Economic life goes on, with small businesses and cafes popping up, usually with a limited inventory and menu, but often with unoccupied young men of a gangsterly mien hanging around. But nobody visiting the country for the first time would ever imagine that Bosnia-Hercegovina was once considered a success story in the Yugoslav context.
With no serious investment in the country, many state enterprises operating in a semi-clandestine manner, considerable income unreported and untaxed, and the visible growth of a mafia, what help is provided by the establishment of youth information programs?
In addition, while it sounds great to a foreigner to hear that high schools in the city of Tuzla are being reformed and Roma are being assisted in integration, Bosnians and foreigners who know the country recognize these as, in effect, tickets to a free ride. Tuzla remains the countrys main bastion of Tito-nostalgic, multiethnic brotherhood and unity, and getting its school curricula to promote forgetfulness about the atrocities of ethnic cleansing (i.e. attempted genocide) is no great achievement. Bosnia is also one country in which Roma do not suffer exceptional discrimination, and improving their lot does not represent a great challenge.
Roma have a much tougher situation in neighboring Croatia, and there the Soros institutions also make assistance to them a centerpiece of a $4.6 million budget that concentrates on marginal items: curriculum improvement, advice to local governments, and youth programs.
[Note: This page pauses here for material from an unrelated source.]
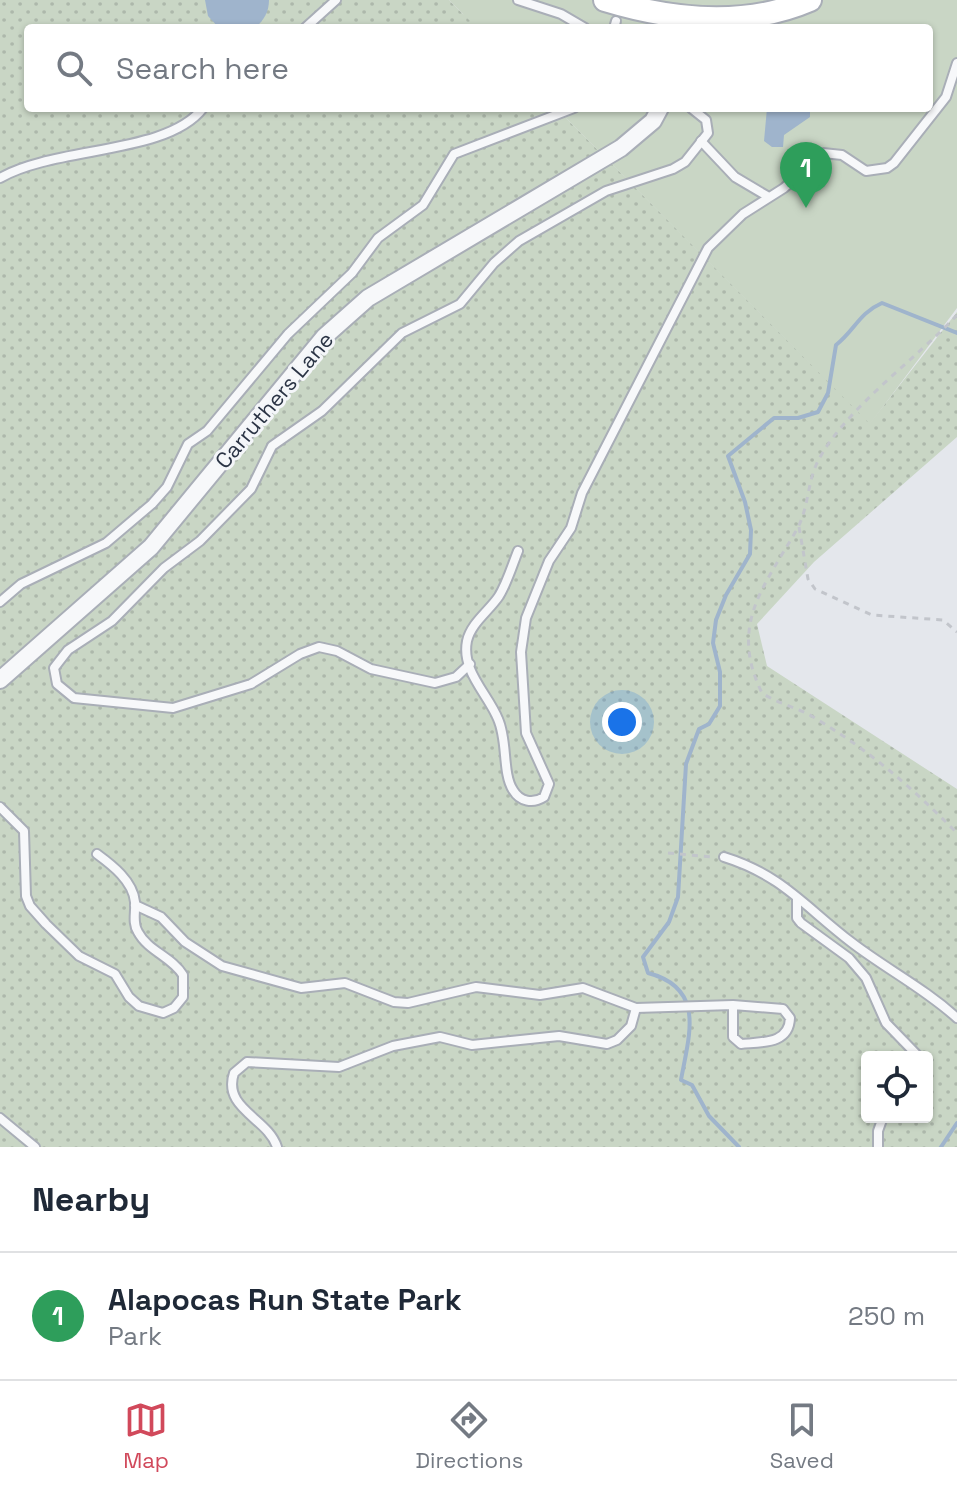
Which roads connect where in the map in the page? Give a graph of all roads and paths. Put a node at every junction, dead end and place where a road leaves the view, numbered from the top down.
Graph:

But Croatia also faces serious challenges in gaining improved investment, labor reform, and broad administrative transparency, and Soros programs in that country are also of marginal effect. Similar efforts are described in Kosovo, Montenegro, and Macedonia.
The fallacy of the Soros approach to the Balkans is a simple one: belief that the erection of civil society precedes and encourages the growth of capitalism, when, in reality, the opposite is obviously the case. The United States began as an entrepreneurial society based on investment, contract, and accountability, which gave it the resources, both economic and political, to establish a democracy. Every society that has grown into capitalist prosperity and stability begins on a sound economic base and proceeds to develop institutions embodying civility and commonwealth.
The belief that Croatians, Bosnians, Kosovar Albanians, Macedonian Slavs, Montenegrins, Serbs, and other victims of the Yugoslav tragedy must be nice to each other again, and only afterward can be blessed with substantial economic assistance, runs through all aspects of the Soros approach. It is also visible in the other ex-Communist states Soros has favored. Reduced to its basics, this sensibility holds that Communism, ethnic conflict, and economic collapse occurred because people were bad, and that if they can now be induced to be good, they will flourish.
Blaming the victims of Communism for their plight is about as heartless a concept as one can imagine, but it matches the cockeyed, quack mentality visible in Soross generosity to American political groups that believe Bush is evil personified. It is the outlook of a rich man separated from the real world of enterprise -- a speculator.
Someone should tell George Soros that he does not need to educate Americans in democracy, and that the time has come for him to reflect on the failures of his investment in open societies elsewhere. Nobody can say he is bad -- just vain and heedless.